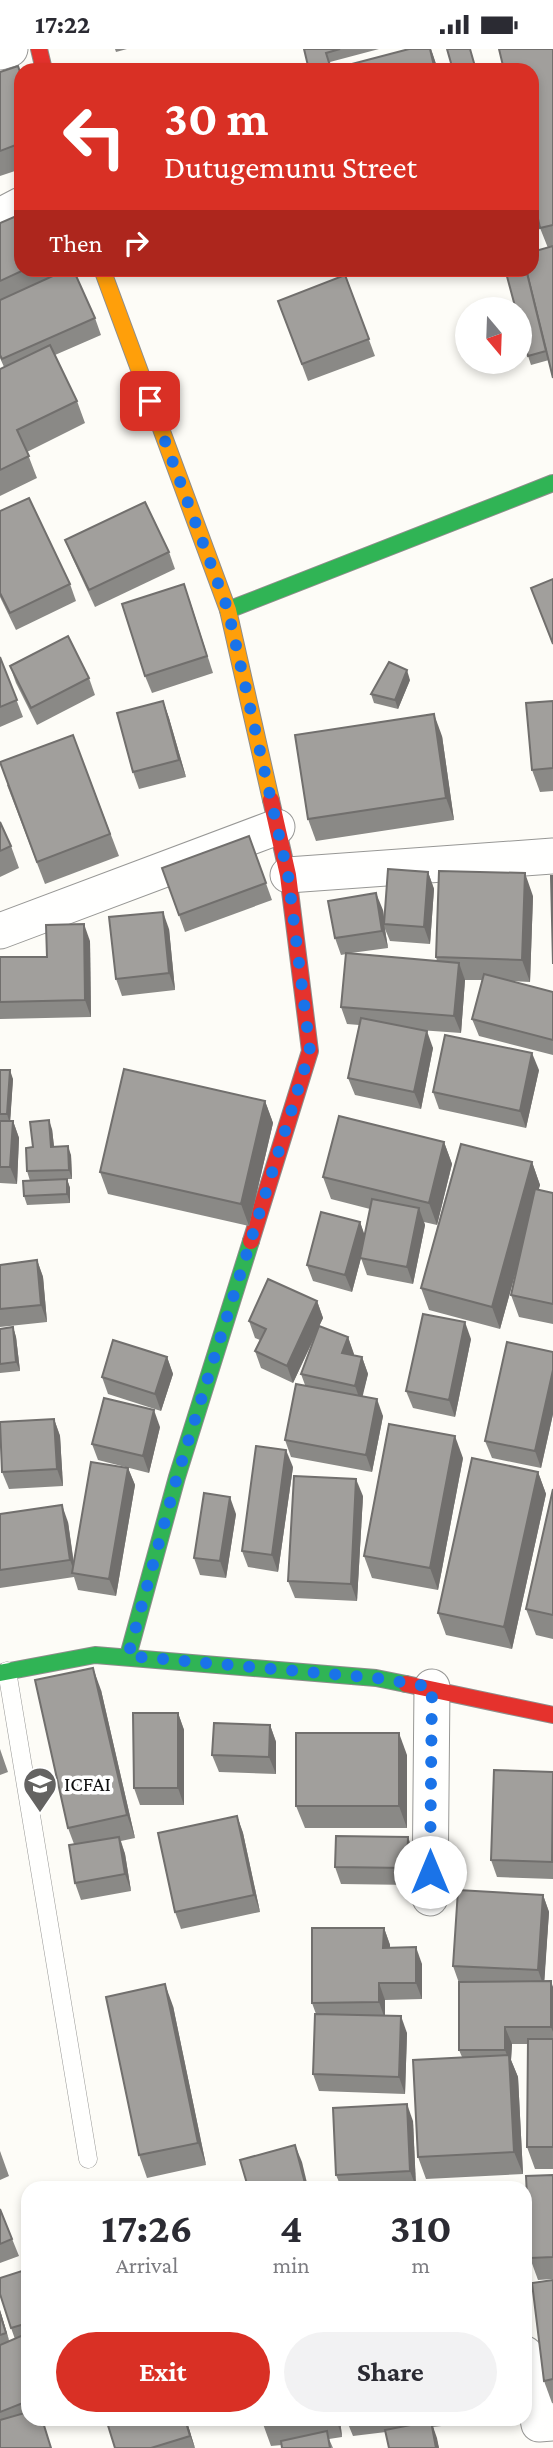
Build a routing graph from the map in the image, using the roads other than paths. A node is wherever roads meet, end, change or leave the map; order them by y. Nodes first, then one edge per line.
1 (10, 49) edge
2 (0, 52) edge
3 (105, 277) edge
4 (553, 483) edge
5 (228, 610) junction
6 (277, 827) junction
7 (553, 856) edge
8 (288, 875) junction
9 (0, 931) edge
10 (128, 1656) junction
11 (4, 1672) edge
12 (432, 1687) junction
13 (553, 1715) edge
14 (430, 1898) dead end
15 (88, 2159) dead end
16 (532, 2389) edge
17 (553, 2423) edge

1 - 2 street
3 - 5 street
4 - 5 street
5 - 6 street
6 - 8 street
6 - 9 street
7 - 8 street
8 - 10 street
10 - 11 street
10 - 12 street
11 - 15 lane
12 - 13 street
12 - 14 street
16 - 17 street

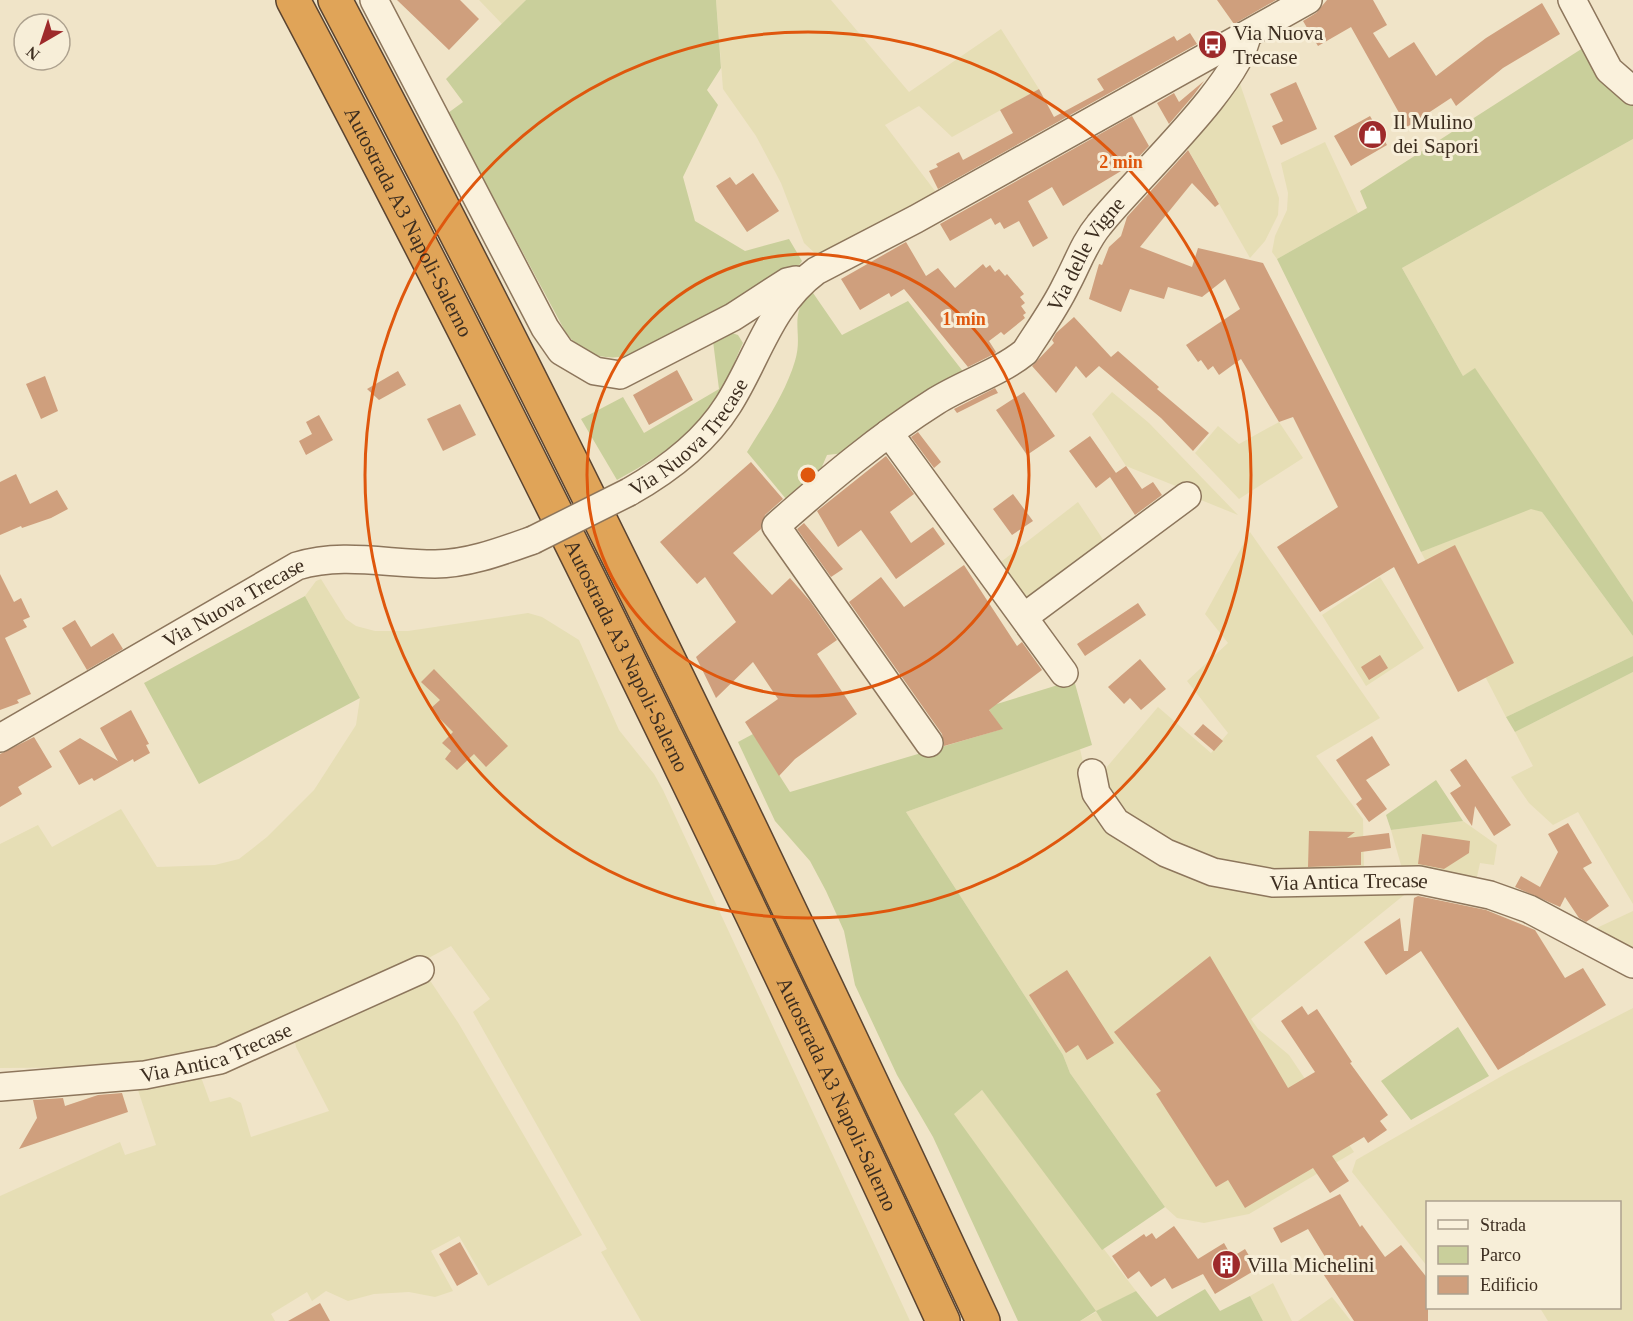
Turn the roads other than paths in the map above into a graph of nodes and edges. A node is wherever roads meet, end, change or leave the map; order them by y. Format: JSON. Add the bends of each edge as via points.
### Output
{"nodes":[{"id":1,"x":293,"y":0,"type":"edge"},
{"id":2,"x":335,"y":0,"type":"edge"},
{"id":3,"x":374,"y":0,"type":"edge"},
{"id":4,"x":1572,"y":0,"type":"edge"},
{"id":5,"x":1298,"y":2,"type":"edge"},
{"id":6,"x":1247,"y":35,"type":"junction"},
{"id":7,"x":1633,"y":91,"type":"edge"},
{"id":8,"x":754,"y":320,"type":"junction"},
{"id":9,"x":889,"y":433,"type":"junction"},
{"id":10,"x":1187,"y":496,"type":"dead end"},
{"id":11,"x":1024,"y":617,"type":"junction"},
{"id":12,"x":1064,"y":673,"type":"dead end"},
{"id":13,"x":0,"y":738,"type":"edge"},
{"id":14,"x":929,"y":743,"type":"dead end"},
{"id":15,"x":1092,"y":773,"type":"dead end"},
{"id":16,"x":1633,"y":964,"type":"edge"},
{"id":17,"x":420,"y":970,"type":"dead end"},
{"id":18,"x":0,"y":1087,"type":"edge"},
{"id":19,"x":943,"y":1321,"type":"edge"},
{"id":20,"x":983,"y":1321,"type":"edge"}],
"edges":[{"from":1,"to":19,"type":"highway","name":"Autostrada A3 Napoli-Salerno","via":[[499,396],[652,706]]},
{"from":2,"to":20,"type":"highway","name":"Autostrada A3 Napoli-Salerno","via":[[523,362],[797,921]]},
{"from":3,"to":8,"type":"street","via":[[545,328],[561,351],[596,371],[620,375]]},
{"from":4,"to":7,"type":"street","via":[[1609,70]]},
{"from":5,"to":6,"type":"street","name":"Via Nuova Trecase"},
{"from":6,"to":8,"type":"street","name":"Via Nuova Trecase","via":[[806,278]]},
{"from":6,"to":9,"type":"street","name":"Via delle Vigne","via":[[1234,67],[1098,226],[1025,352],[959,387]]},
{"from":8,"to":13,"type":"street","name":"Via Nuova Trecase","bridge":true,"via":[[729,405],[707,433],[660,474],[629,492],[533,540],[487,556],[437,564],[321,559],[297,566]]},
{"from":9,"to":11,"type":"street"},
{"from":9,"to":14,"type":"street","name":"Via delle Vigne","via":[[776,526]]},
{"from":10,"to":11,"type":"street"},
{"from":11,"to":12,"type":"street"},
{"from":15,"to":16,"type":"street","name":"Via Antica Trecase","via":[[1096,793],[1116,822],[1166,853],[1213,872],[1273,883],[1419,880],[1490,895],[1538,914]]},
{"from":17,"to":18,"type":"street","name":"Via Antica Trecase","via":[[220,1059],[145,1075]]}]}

▶ _The problem_:
Only the pictures are dropped when you print the material; everything else is copied exactly.

▶ _Task answer_:
Build a routing graph from the map in the image, using the roads other than paths. A node is wherever roads meet, end, change or leave the map; order them by y. Nodes first, then one edge per line.
1 (10, 49) edge
2 (0, 52) edge
3 (105, 277) edge
4 (553, 483) edge
5 (228, 610) junction
6 (277, 827) junction
7 (553, 856) edge
8 (288, 875) junction
9 (0, 931) edge
10 (128, 1656) junction
11 (4, 1672) edge
12 (432, 1687) junction
13 (553, 1715) edge
14 (430, 1898) dead end
15 (88, 2159) dead end
16 (532, 2389) edge
17 (553, 2423) edge

1 - 2 street
3 - 5 street
4 - 5 street
5 - 6 street
6 - 8 street
6 - 9 street
7 - 8 street
8 - 10 street
10 - 11 street
10 - 12 street
11 - 15 lane
12 - 13 street
12 - 14 street
16 - 17 street

Turn the roads other than paths in the map above into a graph of nodes and edges. A node is wherever roads meet, end, change or leave the map; order them by y. Format: JSON. Add the bends of each edge as via points.
### Output
{"nodes":[{"id":1,"x":293,"y":0,"type":"edge"},
{"id":2,"x":335,"y":0,"type":"edge"},
{"id":3,"x":374,"y":0,"type":"edge"},
{"id":4,"x":1572,"y":0,"type":"edge"},
{"id":5,"x":1298,"y":2,"type":"edge"},
{"id":6,"x":1247,"y":35,"type":"junction"},
{"id":7,"x":1633,"y":91,"type":"edge"},
{"id":8,"x":754,"y":320,"type":"junction"},
{"id":9,"x":889,"y":433,"type":"junction"},
{"id":10,"x":1187,"y":496,"type":"dead end"},
{"id":11,"x":1024,"y":617,"type":"junction"},
{"id":12,"x":1064,"y":673,"type":"dead end"},
{"id":13,"x":0,"y":738,"type":"edge"},
{"id":14,"x":929,"y":743,"type":"dead end"},
{"id":15,"x":1092,"y":773,"type":"dead end"},
{"id":16,"x":1633,"y":964,"type":"edge"},
{"id":17,"x":420,"y":970,"type":"dead end"},
{"id":18,"x":0,"y":1087,"type":"edge"},
{"id":19,"x":943,"y":1321,"type":"edge"},
{"id":20,"x":983,"y":1321,"type":"edge"}],
"edges":[{"from":1,"to":19,"type":"highway","name":"Autostrada A3 Napoli-Salerno","via":[[499,396],[652,706]]},
{"from":2,"to":20,"type":"highway","name":"Autostrada A3 Napoli-Salerno","via":[[523,362],[797,921]]},
{"from":3,"to":8,"type":"street","via":[[545,328],[561,351],[596,371],[620,375]]},
{"from":4,"to":7,"type":"street","via":[[1609,70]]},
{"from":5,"to":6,"type":"street","name":"Via Nuova Trecase"},
{"from":6,"to":8,"type":"street","name":"Via Nuova Trecase","via":[[806,278]]},
{"from":6,"to":9,"type":"street","name":"Via delle Vigne","via":[[1234,67],[1098,226],[1025,352],[959,387]]},
{"from":8,"to":13,"type":"street","name":"Via Nuova Trecase","bridge":true,"via":[[729,405],[707,433],[660,474],[629,492],[533,540],[487,556],[437,564],[321,559],[297,566]]},
{"from":9,"to":11,"type":"street"},
{"from":9,"to":14,"type":"street","name":"Via delle Vigne","via":[[776,526]]},
{"from":10,"to":11,"type":"street"},
{"from":11,"to":12,"type":"street"},
{"from":15,"to":16,"type":"street","name":"Via Antica Trecase","via":[[1096,793],[1116,822],[1166,853],[1213,872],[1273,883],[1419,880],[1490,895],[1538,914]]},
{"from":17,"to":18,"type":"street","name":"Via Antica Trecase","via":[[220,1059],[145,1075]]}]}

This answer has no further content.